Centrale Raad van Beroep, 19-11-2008, BG5556, 07-967 WAO

Gegevens

Instantie
Centrale Raad van Beroep
Datum uitspraak
19 november 2008
Datum publicatie
4 december 2008
ECLI
ECLI:NL:CRVB:2008:BG5556
Zaaknummer
07-967 WAO

Inhoudsindicatie

Weigering WAO-uitkering toe te kennen. De vraag of de wachttijd is vervuld vereist een zelfstandige beoordeling op basis van alle alsdan beschikbare gegevens van medische en andere aard, waarbij eventuele eerdere tijdens de wachttijd plaatsgevonden hersteldverklaringen betrokken (kunnen) worden. Het Uwv heeft terecht de tijdens de wachttijd plaatsgevonden hersteldverklaring van appellante betrokken. Geen aanknopingspunten gevonden voor het oordeel dat deze zelfstandige beoordeling onjuist is. Geen onderbouwing voor het standpunt dat appellant 52 weken onafgebroken arbeidsongeschikt is geweest.

Uitspraak

07/967 WAO

Centrale Raad van Beroep

Meervoudige kamer

U I T S P R A A K

op het hoger beroep van:

[Naam appellante], wonende te [woonplaats] (hierna: appellante),

tegen de uitspraak van de rechtbank Almelo van 4 januari 2007, 06/328 (hierna: aangevallen uitspraak),

in het geding tussen:

appellante

en

de Raad van bestuur van het Uitvoeringsinstituut werknemersverzekeringen (hierna: Uwv).

Datum uitspraak: 19 november 2008

I. PROCESVERLOOP

Namens appellante heeft mr. M. Smit, advocaat te Almelo, hoger beroep ingesteld.

Het Uwv heeft een verweerschrift ingediend.

Bij brief van 26 juni 2008 heeft het Uwv – desgevraagd – enkele ontbrekende stukken ingediend.

Bij brief van 24 september 2008 heeft appellante nadere stukken ingediend.

Het onderzoek ter zitting heeft plaatsgevonden op 8 oktober 2008. Voor appellante is verschenen mr.
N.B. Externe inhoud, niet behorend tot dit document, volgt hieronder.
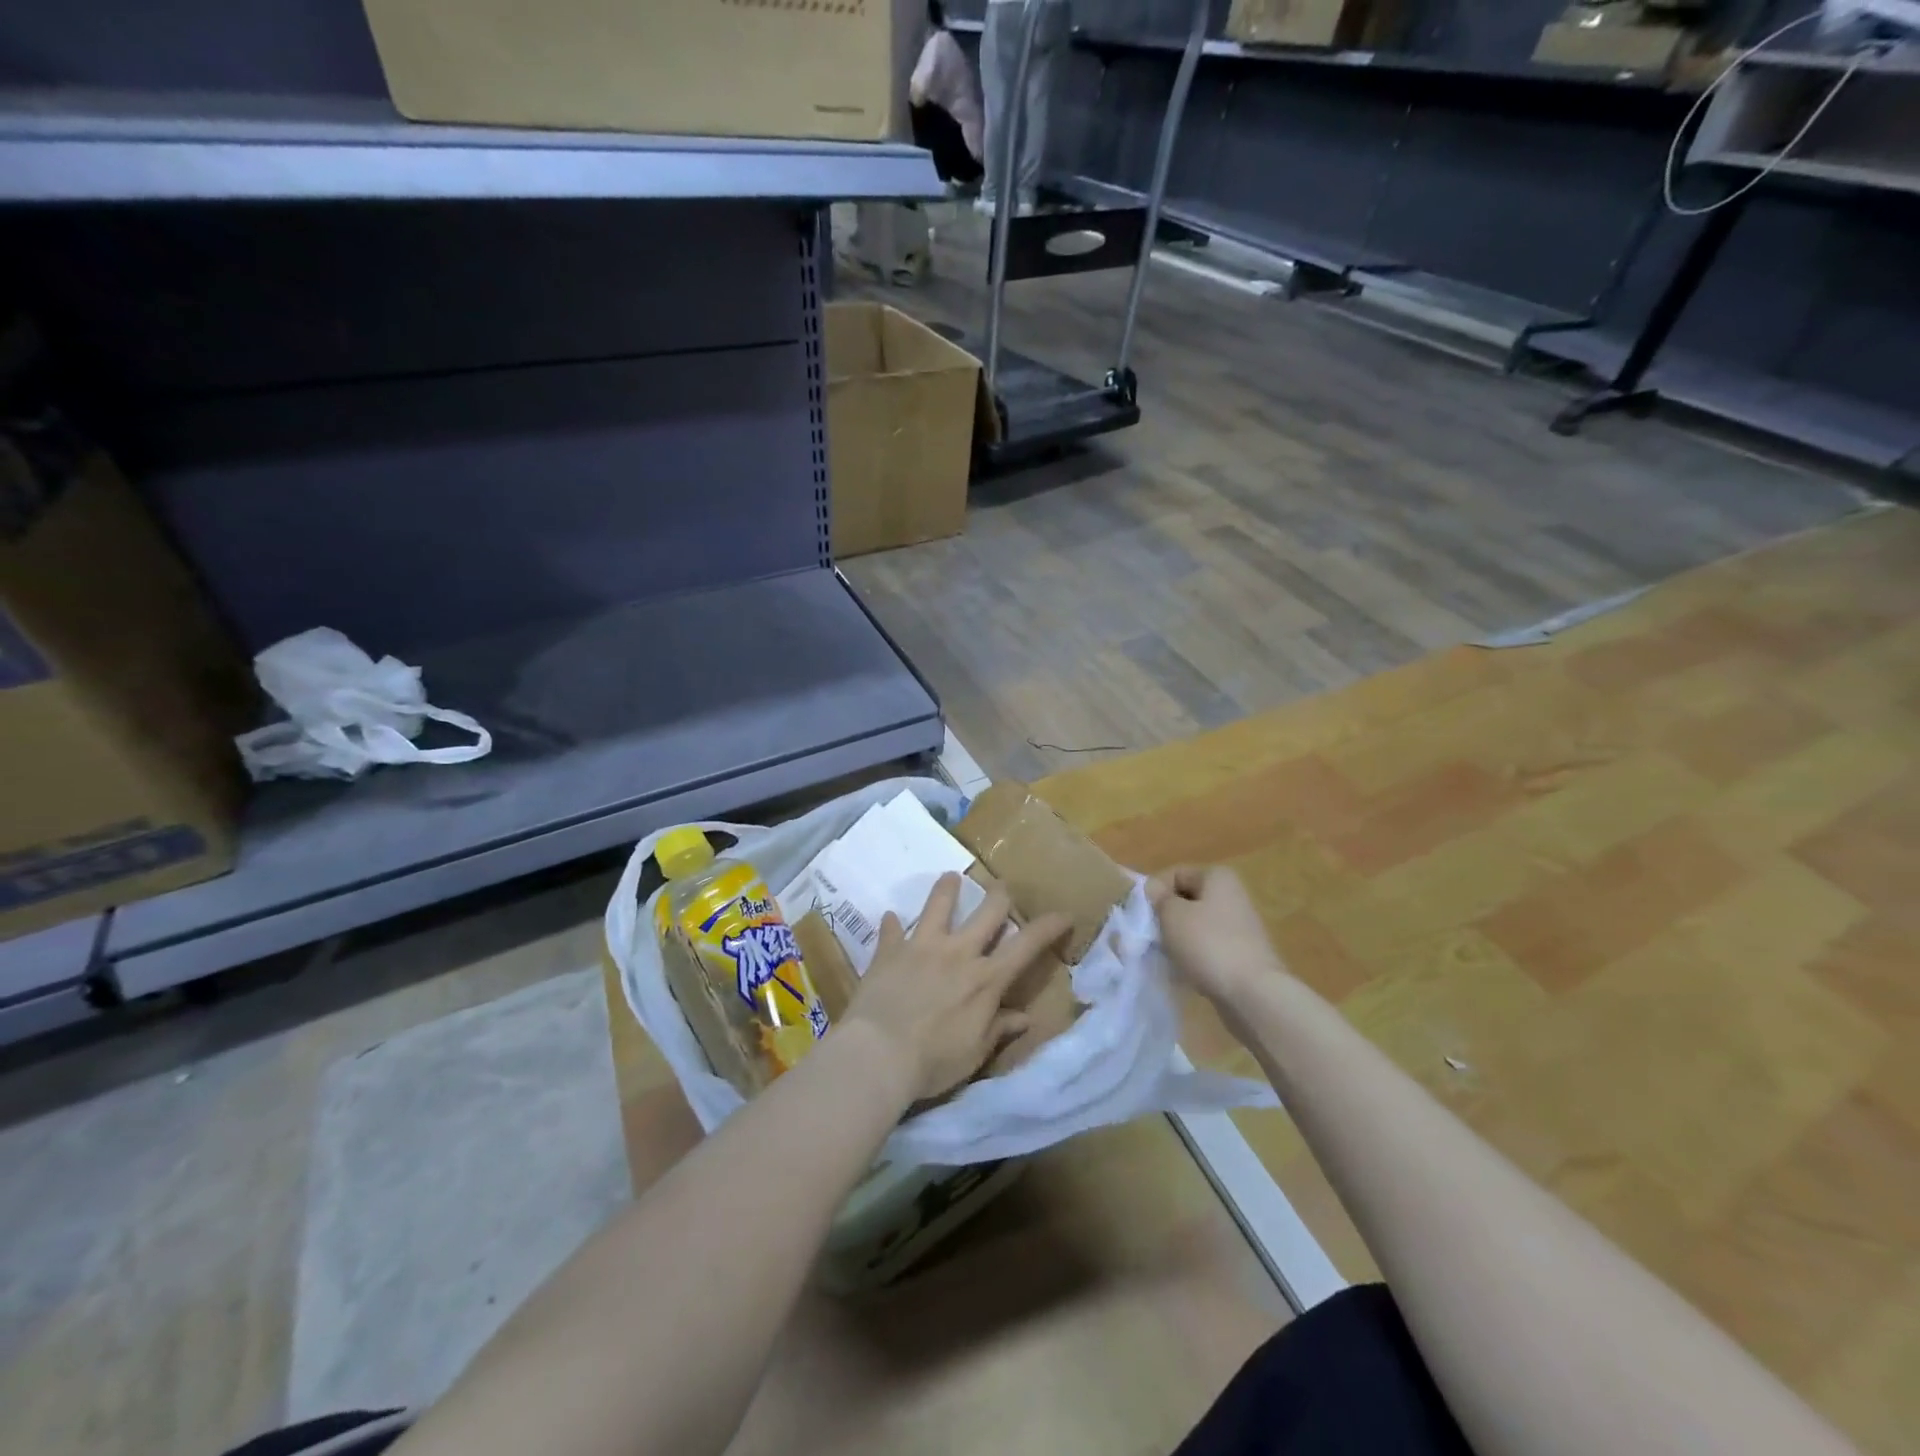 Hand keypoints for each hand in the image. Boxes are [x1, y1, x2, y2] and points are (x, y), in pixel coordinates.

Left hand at [840, 873, 1071, 1102]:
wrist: (878, 1054)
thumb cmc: (933, 1061)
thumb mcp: (975, 1052)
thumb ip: (999, 1028)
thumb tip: (1025, 1018)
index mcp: (986, 978)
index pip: (1027, 945)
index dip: (1049, 926)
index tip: (1064, 914)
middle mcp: (958, 952)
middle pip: (988, 911)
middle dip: (1000, 896)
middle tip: (1002, 889)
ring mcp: (922, 946)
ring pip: (938, 905)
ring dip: (946, 889)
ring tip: (950, 877)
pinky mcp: (889, 951)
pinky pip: (891, 930)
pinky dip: (892, 924)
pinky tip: (890, 918)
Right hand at [1148, 864, 1282, 1004]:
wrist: (1253, 994)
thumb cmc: (1209, 945)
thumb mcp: (1172, 915)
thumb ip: (1159, 898)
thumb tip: (1154, 889)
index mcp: (1218, 877)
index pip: (1174, 874)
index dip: (1155, 892)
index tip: (1143, 916)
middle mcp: (1232, 895)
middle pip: (1186, 899)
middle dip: (1166, 916)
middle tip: (1152, 935)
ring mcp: (1239, 926)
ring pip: (1195, 925)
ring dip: (1178, 938)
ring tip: (1167, 955)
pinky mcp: (1241, 953)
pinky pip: (1208, 946)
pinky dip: (1194, 955)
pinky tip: (1185, 970) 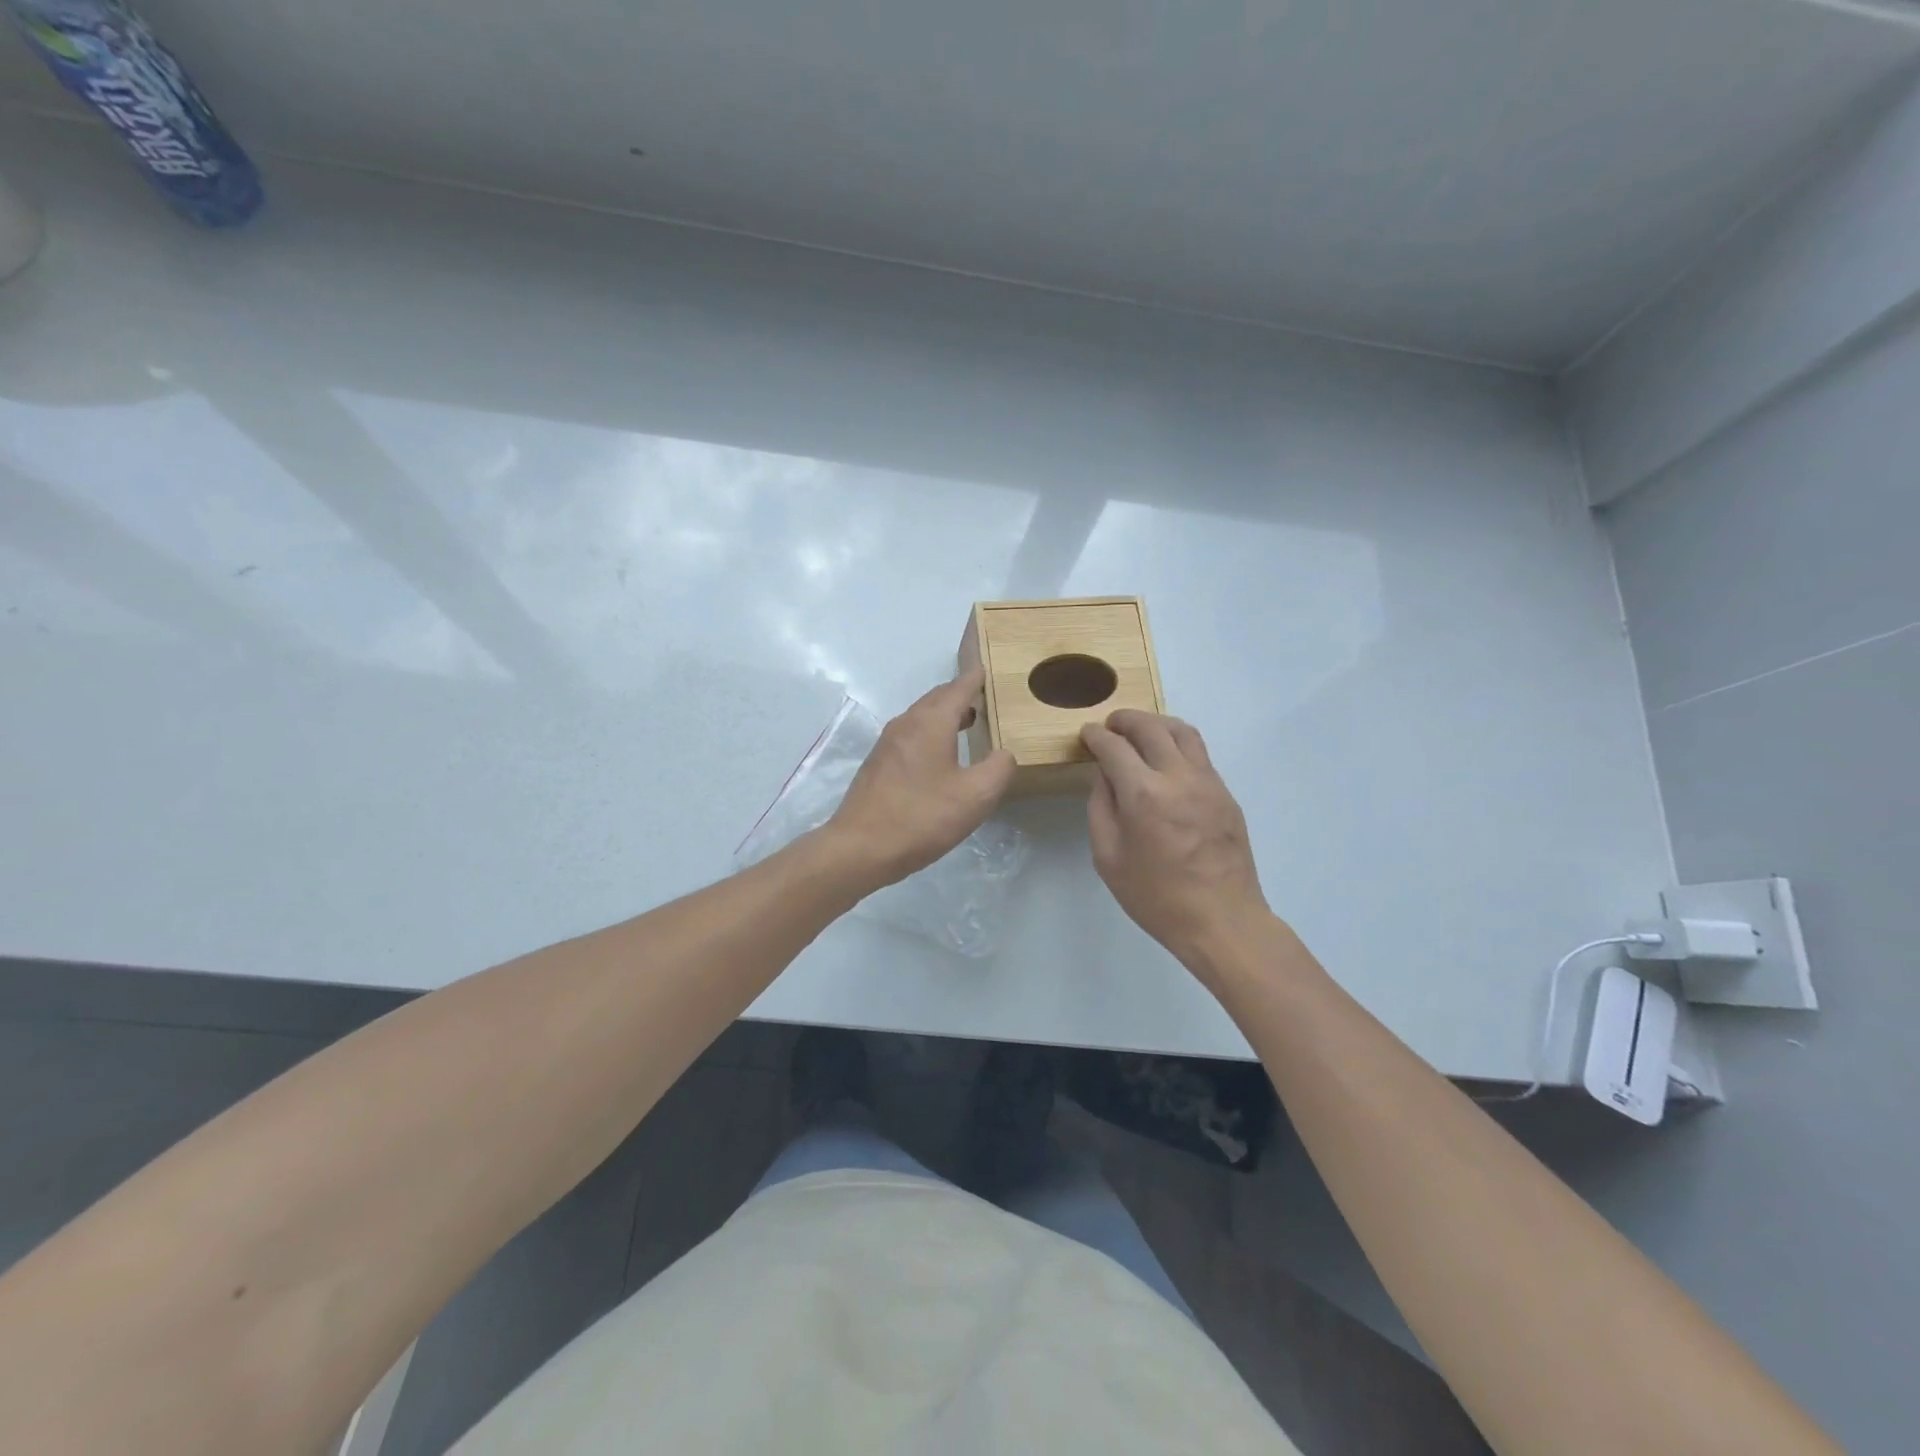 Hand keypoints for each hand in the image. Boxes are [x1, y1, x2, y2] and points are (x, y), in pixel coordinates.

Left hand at [821, 668, 1015, 888]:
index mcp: (931, 722)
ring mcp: (887, 743)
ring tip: (966, 722)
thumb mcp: (976, 797)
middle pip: (936, 699)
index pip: (958, 689)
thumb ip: (999, 769)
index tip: (988, 671)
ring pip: (921, 717)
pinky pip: (910, 735)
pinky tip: (939, 754)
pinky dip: (930, 732)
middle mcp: (906, 724)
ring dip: (944, 714)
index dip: (975, 679)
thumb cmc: (921, 817)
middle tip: (982, 696)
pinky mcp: (878, 764)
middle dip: (960, 695)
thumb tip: (1004, 754)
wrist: (861, 847)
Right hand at [1081, 710, 1270, 970]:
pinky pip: (1199, 753)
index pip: (1114, 747)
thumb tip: (1103, 775)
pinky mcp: (1226, 793)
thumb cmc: (1156, 897)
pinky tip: (1166, 759)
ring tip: (1140, 732)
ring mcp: (1208, 782)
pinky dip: (1177, 743)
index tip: (1086, 734)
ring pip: (1182, 731)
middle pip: (1150, 727)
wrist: (1222, 921)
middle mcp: (1177, 777)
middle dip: (1125, 719)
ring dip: (1156, 723)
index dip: (1095, 735)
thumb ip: (1101, 808)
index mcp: (1143, 794)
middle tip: (1110, 725)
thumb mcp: (1108, 858) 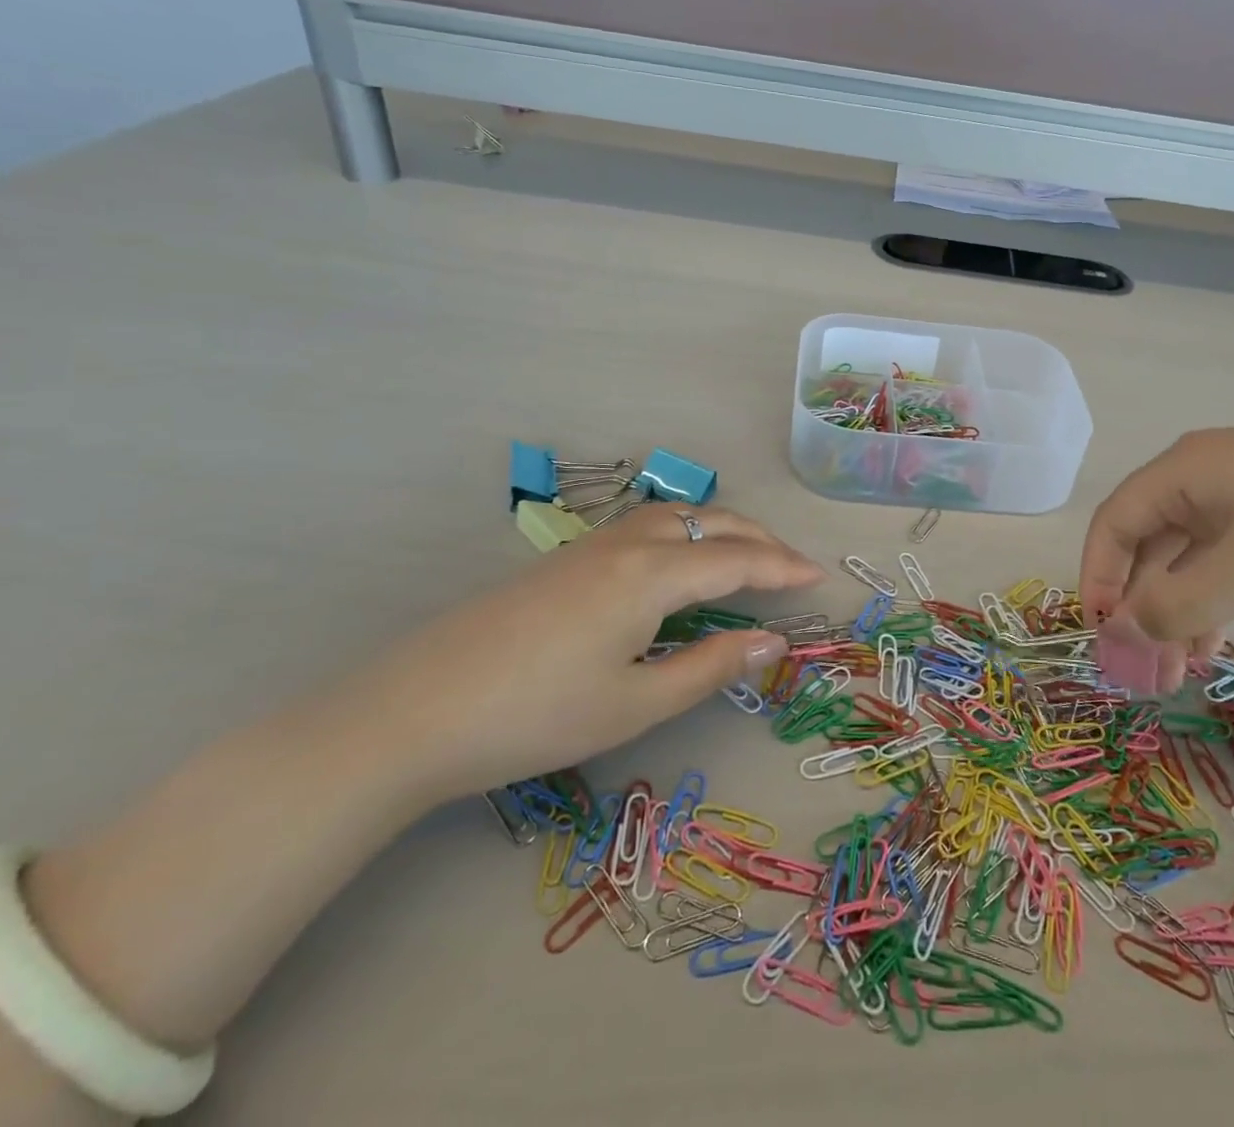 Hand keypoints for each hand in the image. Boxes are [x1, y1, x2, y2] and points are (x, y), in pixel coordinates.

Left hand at [358, 505, 823, 799]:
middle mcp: (627, 544)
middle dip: (758, 538)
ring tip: (744, 559)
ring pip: (674, 516)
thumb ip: (710, 668)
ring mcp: (591, 546)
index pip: (737, 559)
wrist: (414, 711)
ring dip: (719, 529)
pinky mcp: (564, 560)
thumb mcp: (635, 704)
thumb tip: (773, 643)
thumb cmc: (536, 716)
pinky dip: (684, 534)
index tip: (819, 577)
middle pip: (710, 522)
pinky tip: (676, 566)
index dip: (783, 567)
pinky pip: (645, 528)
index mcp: (652, 574)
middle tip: (790, 567)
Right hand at [1079, 429, 1233, 692]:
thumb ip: (1173, 607)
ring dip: (1175, 608)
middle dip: (1138, 605)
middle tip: (1144, 669)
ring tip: (1179, 669)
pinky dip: (1211, 597)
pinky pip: (1222, 555)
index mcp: (1183, 470)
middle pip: (1145, 540)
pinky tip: (1217, 639)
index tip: (1101, 639)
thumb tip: (1116, 635)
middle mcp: (1202, 473)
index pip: (1113, 523)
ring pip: (1185, 553)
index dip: (1096, 580)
Smit voornoemd. Het Uwv heeft zich laten vertegenwoordigen door A.G.G. Schoonderbeek.

II. OVERWEGINGEN

1.1. Onder verwijzing naar de aangevallen uitspraak voor een uitvoeriger weergave van de voor dit geding van belang zijnde feiten en omstandigheden, volstaat de Raad met het volgende.

1.2. Appellante was werkzaam als administratief medewerkster bij de Stichting Werkgelegenheidsinitiatieven Almelo (Stichting Impuls), toen zij zich per 12 december 2003 voor deze werkzaamheden heeft ziek gemeld met psychische klachten. Bij besluit van 1 april 2005 heeft het Uwv appellante meegedeeld dat zij op 9 december 2004 gedurende 52 weken arbeidsongeschikt is geweest en dat haar in aansluiting op die periode geen uitkering ingevolge de Wet op de arbeidsongeschiktheidsverzekering (WAO) wordt toegekend, op de grond dat appellante na afloop van de wachttijd minder dan 15% arbeidsongeschikt was.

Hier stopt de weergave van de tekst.